* **WORK ORDER**: The answer should be one number only, namely how many lines of the records hold the word "Franz".

Saved data entries
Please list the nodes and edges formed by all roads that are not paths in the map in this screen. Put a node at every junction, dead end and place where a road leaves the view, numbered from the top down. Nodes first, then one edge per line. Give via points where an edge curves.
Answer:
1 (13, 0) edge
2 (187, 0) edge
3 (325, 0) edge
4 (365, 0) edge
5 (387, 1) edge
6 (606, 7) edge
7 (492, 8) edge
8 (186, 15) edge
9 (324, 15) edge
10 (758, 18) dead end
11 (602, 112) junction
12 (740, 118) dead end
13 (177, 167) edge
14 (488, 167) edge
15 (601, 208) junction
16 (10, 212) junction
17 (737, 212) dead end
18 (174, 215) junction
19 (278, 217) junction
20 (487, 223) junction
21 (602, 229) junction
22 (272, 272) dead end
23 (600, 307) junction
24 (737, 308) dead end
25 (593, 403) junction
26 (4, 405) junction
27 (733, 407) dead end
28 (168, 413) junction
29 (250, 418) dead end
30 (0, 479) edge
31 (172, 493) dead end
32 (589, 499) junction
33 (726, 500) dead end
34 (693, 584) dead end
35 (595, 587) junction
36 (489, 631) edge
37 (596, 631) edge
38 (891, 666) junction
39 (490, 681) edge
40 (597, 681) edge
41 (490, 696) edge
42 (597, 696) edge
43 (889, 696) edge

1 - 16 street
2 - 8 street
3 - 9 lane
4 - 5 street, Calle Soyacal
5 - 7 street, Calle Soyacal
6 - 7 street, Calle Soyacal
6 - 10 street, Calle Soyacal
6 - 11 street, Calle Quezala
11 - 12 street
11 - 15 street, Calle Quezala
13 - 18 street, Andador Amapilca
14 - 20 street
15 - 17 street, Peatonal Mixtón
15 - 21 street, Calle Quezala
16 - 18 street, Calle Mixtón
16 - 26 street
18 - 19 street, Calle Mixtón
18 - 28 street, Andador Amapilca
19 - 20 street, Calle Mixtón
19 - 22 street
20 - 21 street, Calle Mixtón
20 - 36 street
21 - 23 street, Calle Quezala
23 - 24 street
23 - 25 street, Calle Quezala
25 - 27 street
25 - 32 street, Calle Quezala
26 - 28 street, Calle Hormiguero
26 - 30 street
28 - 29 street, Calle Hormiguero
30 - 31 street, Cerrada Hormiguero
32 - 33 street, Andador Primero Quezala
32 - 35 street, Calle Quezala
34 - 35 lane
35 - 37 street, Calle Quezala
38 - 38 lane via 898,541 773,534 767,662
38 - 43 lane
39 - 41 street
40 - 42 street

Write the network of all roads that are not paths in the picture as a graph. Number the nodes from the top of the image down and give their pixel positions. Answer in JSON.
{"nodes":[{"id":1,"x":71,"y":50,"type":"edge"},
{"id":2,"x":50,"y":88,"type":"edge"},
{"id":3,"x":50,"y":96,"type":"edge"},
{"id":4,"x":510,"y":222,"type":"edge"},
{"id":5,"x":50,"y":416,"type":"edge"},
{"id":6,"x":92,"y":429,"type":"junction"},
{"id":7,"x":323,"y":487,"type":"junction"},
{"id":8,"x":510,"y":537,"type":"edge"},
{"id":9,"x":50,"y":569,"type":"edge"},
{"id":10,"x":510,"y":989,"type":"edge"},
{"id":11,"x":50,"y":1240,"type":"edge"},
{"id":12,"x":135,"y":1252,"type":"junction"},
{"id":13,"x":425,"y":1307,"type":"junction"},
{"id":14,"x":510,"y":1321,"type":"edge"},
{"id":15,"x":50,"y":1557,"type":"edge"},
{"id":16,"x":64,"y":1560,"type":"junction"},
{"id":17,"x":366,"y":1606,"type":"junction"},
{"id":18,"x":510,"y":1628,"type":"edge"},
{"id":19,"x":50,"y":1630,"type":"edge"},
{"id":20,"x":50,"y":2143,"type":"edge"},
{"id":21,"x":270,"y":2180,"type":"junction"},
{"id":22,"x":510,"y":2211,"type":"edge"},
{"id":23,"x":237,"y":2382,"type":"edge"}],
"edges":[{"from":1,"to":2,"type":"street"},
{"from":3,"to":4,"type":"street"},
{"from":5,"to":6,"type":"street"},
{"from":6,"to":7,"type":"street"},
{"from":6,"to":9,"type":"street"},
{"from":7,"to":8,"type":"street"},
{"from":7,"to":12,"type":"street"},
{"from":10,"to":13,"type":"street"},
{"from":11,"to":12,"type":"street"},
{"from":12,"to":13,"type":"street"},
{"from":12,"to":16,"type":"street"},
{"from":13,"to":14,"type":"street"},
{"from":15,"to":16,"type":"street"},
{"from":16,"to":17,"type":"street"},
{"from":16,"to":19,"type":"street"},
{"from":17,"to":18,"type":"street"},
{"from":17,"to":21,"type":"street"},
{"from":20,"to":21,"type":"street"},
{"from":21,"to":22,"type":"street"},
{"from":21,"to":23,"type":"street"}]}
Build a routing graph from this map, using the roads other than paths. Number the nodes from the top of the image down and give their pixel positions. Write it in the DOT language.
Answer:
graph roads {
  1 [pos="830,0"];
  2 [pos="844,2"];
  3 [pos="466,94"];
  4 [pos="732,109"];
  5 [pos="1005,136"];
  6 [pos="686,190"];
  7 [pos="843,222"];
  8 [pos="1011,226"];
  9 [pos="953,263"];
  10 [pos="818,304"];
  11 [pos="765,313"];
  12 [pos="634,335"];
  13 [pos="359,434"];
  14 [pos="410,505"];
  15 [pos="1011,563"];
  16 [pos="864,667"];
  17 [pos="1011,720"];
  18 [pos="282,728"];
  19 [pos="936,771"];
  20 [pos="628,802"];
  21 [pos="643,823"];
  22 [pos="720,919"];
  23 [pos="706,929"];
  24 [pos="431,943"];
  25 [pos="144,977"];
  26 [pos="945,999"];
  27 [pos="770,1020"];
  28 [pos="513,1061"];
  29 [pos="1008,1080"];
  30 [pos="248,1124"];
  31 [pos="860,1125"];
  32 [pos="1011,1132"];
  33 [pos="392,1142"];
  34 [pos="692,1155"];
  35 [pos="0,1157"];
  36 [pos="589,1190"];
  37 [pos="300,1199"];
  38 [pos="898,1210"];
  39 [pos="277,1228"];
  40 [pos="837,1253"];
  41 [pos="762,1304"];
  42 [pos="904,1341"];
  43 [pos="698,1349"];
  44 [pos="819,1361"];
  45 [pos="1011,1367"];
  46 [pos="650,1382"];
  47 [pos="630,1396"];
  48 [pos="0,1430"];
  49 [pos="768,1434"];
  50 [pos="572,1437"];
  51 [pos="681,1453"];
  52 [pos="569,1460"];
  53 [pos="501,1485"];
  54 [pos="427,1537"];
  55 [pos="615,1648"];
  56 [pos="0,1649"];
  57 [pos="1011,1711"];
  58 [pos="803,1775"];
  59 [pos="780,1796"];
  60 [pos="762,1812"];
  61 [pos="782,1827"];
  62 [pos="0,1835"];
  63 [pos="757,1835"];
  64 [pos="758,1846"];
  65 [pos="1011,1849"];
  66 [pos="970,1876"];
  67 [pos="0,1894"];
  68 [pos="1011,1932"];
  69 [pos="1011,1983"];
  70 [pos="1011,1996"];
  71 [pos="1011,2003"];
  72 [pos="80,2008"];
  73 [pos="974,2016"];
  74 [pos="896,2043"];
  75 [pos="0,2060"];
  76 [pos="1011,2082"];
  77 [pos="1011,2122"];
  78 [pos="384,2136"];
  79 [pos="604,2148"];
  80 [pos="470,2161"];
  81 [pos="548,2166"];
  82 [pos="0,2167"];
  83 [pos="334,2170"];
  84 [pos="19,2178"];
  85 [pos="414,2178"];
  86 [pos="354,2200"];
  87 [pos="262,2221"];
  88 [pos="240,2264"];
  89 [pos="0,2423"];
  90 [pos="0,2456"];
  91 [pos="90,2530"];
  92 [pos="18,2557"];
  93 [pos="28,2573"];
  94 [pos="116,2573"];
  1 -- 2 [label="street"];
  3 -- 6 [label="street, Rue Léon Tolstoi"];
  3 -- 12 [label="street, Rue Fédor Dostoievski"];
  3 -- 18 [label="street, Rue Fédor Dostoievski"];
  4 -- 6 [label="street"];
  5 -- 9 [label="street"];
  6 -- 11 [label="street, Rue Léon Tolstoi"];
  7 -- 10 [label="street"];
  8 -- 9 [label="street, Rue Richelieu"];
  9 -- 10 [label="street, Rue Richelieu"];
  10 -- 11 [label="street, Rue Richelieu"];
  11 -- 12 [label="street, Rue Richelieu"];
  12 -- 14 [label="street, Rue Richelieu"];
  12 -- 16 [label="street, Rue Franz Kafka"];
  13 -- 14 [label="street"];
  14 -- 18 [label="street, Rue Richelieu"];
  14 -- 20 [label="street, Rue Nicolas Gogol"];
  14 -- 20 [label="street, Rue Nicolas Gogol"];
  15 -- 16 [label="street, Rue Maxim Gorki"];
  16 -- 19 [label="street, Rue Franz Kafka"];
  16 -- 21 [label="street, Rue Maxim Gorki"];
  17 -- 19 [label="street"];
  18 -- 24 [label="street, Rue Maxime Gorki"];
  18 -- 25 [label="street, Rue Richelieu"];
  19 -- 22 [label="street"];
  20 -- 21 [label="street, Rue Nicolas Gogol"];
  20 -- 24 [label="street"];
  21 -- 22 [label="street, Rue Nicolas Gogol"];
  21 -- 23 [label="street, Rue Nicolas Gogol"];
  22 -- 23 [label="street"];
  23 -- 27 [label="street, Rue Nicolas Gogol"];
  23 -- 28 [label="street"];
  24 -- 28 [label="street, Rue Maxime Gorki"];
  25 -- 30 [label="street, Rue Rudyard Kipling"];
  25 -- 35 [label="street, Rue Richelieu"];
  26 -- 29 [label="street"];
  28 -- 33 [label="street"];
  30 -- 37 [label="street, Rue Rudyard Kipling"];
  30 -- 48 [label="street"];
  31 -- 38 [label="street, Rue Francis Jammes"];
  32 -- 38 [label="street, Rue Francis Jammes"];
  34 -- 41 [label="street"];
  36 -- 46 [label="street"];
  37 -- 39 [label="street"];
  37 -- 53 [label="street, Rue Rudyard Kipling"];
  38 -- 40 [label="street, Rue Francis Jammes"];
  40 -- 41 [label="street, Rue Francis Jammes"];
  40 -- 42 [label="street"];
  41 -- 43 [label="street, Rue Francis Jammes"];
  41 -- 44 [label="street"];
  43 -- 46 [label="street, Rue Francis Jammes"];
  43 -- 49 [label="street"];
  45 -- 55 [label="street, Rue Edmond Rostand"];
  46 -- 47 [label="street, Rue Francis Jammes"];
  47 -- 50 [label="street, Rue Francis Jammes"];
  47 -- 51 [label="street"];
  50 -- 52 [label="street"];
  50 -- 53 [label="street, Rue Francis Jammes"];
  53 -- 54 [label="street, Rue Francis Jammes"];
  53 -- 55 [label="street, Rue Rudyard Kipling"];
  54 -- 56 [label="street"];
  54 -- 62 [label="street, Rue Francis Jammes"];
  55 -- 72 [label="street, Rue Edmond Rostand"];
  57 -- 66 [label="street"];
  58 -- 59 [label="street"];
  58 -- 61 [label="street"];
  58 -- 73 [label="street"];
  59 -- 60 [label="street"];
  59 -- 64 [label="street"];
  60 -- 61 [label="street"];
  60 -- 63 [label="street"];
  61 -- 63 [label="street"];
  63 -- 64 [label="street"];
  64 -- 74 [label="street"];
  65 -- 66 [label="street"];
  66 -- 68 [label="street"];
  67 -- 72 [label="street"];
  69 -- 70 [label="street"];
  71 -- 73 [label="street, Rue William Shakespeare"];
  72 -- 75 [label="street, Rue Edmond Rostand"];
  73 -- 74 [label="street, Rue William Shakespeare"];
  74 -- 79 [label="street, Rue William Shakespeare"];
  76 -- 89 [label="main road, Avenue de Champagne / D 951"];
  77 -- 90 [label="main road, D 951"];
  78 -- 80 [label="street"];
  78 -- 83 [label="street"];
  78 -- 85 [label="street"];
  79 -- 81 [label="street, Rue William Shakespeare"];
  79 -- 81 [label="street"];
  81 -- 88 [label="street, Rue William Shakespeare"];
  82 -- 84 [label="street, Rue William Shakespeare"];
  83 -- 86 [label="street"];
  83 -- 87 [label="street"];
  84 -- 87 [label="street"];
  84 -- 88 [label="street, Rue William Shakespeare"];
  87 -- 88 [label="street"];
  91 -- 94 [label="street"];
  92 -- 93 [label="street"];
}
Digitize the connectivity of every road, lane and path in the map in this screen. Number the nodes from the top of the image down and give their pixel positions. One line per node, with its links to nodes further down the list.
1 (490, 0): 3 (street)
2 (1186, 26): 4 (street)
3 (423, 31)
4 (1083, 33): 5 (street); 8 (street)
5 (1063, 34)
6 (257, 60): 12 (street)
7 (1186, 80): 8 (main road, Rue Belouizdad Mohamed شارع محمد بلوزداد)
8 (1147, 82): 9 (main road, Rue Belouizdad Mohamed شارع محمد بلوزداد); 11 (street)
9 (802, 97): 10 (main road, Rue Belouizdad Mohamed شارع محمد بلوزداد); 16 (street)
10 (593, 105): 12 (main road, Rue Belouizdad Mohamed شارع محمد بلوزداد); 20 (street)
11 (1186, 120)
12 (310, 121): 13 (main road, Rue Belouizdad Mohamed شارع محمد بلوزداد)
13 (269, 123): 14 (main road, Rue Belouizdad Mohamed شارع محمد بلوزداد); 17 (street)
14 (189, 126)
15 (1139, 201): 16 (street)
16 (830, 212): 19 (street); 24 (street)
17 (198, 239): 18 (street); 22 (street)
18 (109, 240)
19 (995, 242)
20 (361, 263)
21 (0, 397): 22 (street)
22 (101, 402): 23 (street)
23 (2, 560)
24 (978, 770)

* **RESULT OF THIS TASK**: 2